Dad jokes are back by popular demand, and they are better (or worse) than ever!
Help Dad expand his joke repertoire with more than 300 eye-rollers, cringers, groaners, side-splitters, knee-slappers, and gut-busters guaranteed to make you laugh (or sigh). From the folks who brought you the original Dad Jokes, this collection of all-new material contains Q&A jokes, puns, one-liners, tweets, and knock-knock jokes suitable for all ages, including... What do you call a potato at a hockey game? A spec-tater. Don’t run with bagpipes. You could put an aye out. Or worse yet, get kilt. I always wanted to be a Gregorian monk, but I never got the chants.
This book of dad jokes delivers what it promises: a whole ton of groaners and bad puns. There are also anecdotes, one-liners, and celebrity quotes. There are also tweets from what appears to be random people who I hope were asked permission. I saw a dril tweet among all the dad jokes and it threw me off.

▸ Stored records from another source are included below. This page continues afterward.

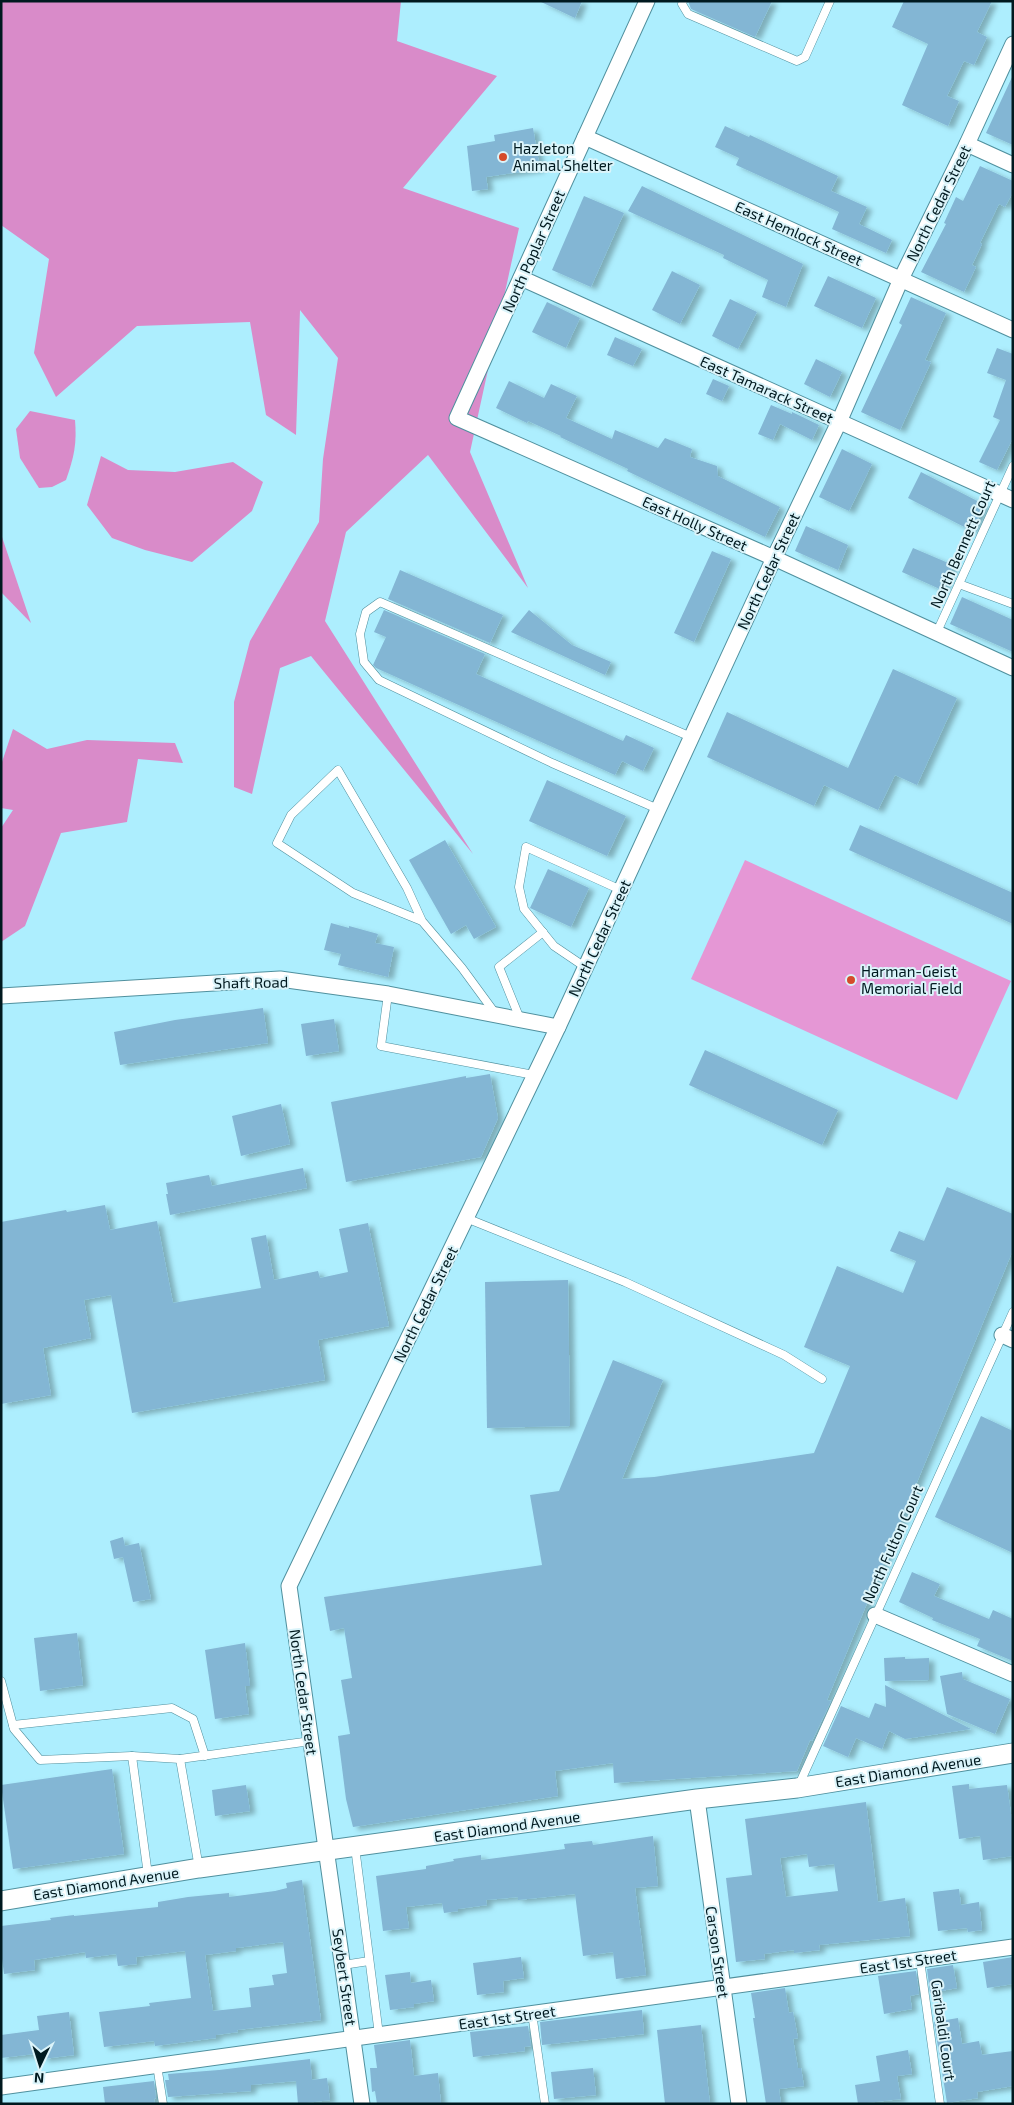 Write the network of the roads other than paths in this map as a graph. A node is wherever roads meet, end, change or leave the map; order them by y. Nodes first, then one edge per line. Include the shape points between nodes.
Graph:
1 (646, 1) edge
2 (683, 1) edge
3 (830, 1) edge
4 (1013, 44) edge
5 (585, 137) junction
6 (967, 144) junction
7 (1013, 165) edge
8 (521, 278) junction
9 (901, 279) junction
10 (1013, 330) edge
11 (457, 418) joint
12 (839, 422) junction
13 (1013, 466) edge
14 (1006, 497) edge
15 (774, 558) junction
16 (959, 584) junction
17 (1013, 604) edge
18 (936, 634) junction
19 (1013, 668) edge
20 (691, 737) junction
21 (658, 809) junction
22 (621, 890) junction
23 (422, 922) junction
24 (543, 932) junction
25 (586, 966) junction
26 (388, 994) junction
27 (1, 996) edge
28 (496, 1014) junction
29 (520, 1019) junction
30 (558, 1026) junction
31 (534, 1075) junction
32 (466, 1218) junction
33 (1013, 1312) edge
34 (1008, 1338) edge
35 (822, 1379) dead end
36 (876, 1615) junction
37 (1013, 1674) edge
38 (1, 1681) edge
39 (13, 1725) junction
40 (310, 1740) junction
41 (1013, 1753) edge
42 (132, 1756) junction
43 (205, 1756) junction
44 (180, 1759) junction
45 (797, 1788) junction
46 (697, 1799) junction
47 (354, 1847) junction
48 (327, 1851) junction
49 (199, 1868) junction
50 (148, 1876) junction
51 (1, 1901) edge
52 (1013, 1947) edge
53 (920, 1960) junction
54 (369, 1961) junction
55 (343, 1965) junction
56 (723, 1987) junction
57 (532, 2013) junction
58 (378, 2035) junction
59 (353, 2038) junction
60 (157, 2065) junction
61 (1, 2087) edge
62 (162, 2104) edge
63 (362, 2104) edge
64 (545, 2104) edge
65 (739, 2104) edge
66 (940, 2104) edge

1 - 5 street, North Poplar Street
2 - 3 lane via 688,14 797,62 805,57
4 - 6 street, North Cedar Street
5 - 8 street, North Poplar Street
5 - 9 street, East Hemlock Street
6 - 7 street
6 - 9 street, North Cedar Street
8 - 11 street, North Poplar Street
8 - 12 street, East Tamarack Street
9 - 10 street, East Hemlock Street
9 - 12 street, North Cedar Street
11 - 15 street, East Holly Street
12 - 14 street, East Tamarack Street
12 - 15 street, North Cedar Street
13 - 14 lane, North Bennett Court
14 - 16 lane, North Bennett Court
15 - 18 street, East Holly Street
15 - 20 street, North Cedar Street
16 - 17 lane
16 - 18 lane, North Bennett Court
18 - 19 street, East Holly Street
20 - 21 street, North Cedar Street
20 - 21 lane via 380,602 366,612 360,634 364,662 379,680 552,763
21 - 22 street, North Cedar Street
22 - 24 lane via 526,847 520,887 524,909
22 - 25 street, North Cedar Street
23 - 23 lane via 353,893 277,843 291,815 338,770 407,888
23 - 28 lane
24 - 25 lane via 554,946
24 - 29 lane via 499,967
25 - 30 street, North Cedar Street
26 - 27 street, Shaft Road via 280,979
26 - 28 street, Shaft Road
26 - 31 lane via 381,1046
28 - 29 street, Shaft Road
29 - 30 street, Shaft Road
30 - 31 street, North Cedar Street
31 - 32 street, North Cedar Street
32 - 35 lane via 625,1282 784,1355
32 - 40 street, North Cedar Street via 289,1586
33 - 34 lane, North Fulton Court
34 - 36 lane, North Fulton Court
36 - 37 street
36 - 45 lane, North Fulton Court
38 - 39 lane
39 - 42 lane via 40,1760
39 - 43 lane via 172,1708 194,1719
40 - 43 lane
40 - 48 street, North Cedar Street
41 - 45 street, East Diamond Avenue
42 - 44 lane
42 - 50 lane
43 - 44 lane
44 - 49 lane
45 - 46 street, East Diamond Avenue
46 - 47 street, East Diamond Avenue
46 - 56 street, Carson Street
47 - 48 street, East Diamond Avenue
47 - 54 lane
48 - 49 street, East Diamond Avenue
48 - 55 street, Seybert Street
49 - 50 street, East Diamond Avenue
50 - 51 street, East Diamond Avenue
52 - 53 street, East 1st Street
53 - 56 street, East 1st Street
53 - 66 lane, Garibaldi Court
54 - 55 lane
54 - 58 lane
55 - 59 street, Seybert Street
56 - 57 street, East 1st Street
56 - 65 street, Carson Street
57 - 58 street, East 1st Street
57 - 64 lane
58 - 59 street, East 1st Street
59 - 60 street, East 1st Street
59 - 63 street, Seybert Street
60 - 61 street, East 1st Street
60 - 62 lane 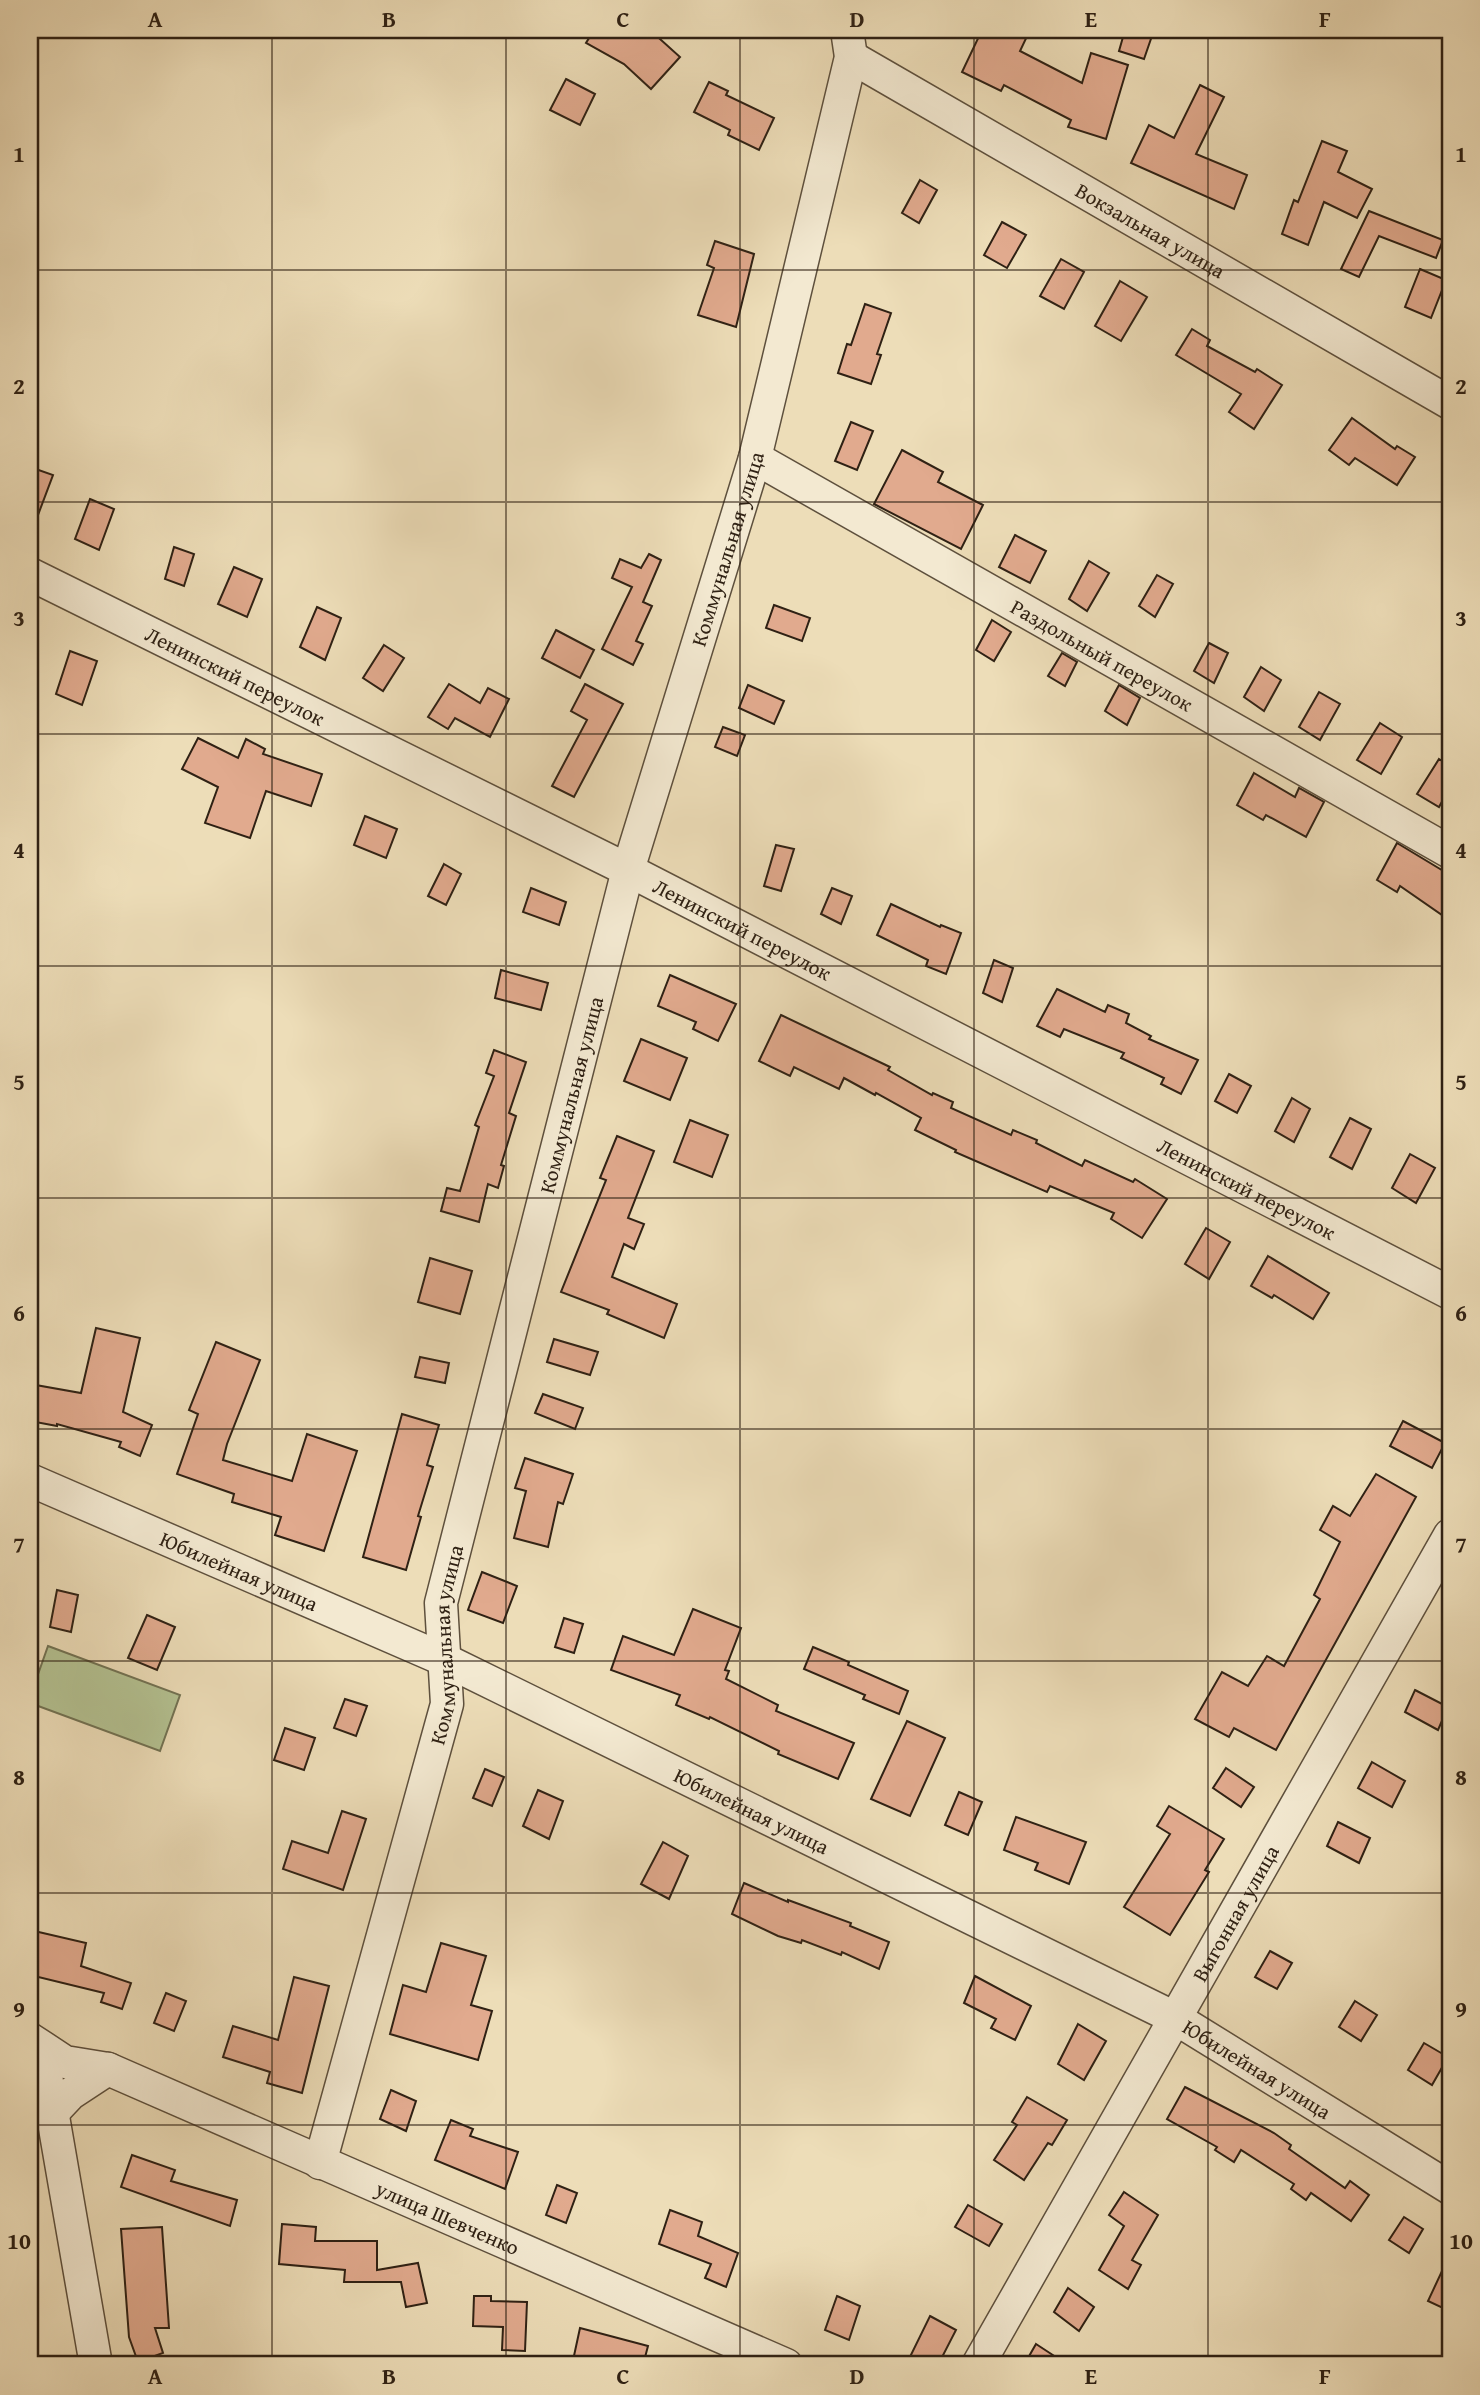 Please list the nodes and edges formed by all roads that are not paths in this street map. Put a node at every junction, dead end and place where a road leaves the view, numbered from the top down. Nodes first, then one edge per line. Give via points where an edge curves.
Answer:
1 (849, 43) edge
2 (1450, 403) edge
3 (755, 457) junction
4 (30, 574) edge
5 (1450, 852) edge
6 (628, 870) junction
7 (1450, 1293) edge
8 (30, 1480) edge
9 (1450, 1535) edge
10 (445, 1660) junction
11 (1175, 2018) junction
12 (30, 2039) edge
13 (30, 2052) edge
14 (108, 2069) junction
15 (53, 2112) junction
16 (320, 2162) junction
17 (1450, 2188) edge
18 (96, 2365) edge
19 (786, 2365) edge
20 (978, 2365) edge

1 - 2 street, Вокзальная улица
1 - 3 street, Коммунальная улица
3 - 5 street, Раздольный переулок
3 - 6 street, Коммунальная улица
4 - 6 street, Ленинский переулок
6 - 7 street, Ленинский переулок
6 - 10 street, Коммунальная улица via 441,1603
8 - 10 street, Юбилейная улица
9 - 11 street, Выгонная улица
10 - 11 street, Юбилейная улица
10 - 16 street, Коммунальная улица via 447,1704
11 - 17 street, Юбилейная улица
11 - 20 street, Выгонная улица
12 - 14 street, улица Шевченко via 65,2062
13 - 15 street via 46,2076
14 - 15 street via 69,2094
14 - 16 street, улица Шевченко
15 - 18 street
16 - 19 street, улица Шевченко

I think this book proves that millennials and even some of my own generation are dads now. There are some good boomer jokes and jokes of a conservative air, but there are also tons of jokes about how terrible jobs are that feel very anti work millennial. However, the jokes about psychiatry feel very seventies Silent Generation, because I suppose dads still don’t get counseling as much as their daughters do.
These jokes get way less funny near the end. There is a section on “real life” funnies that I really doubt actually happened in real life. There are less good puns in real life. There is also a distinct “mom joke” near the end that dads would never tell. Although groaners are gender-neutral, considering I read this book.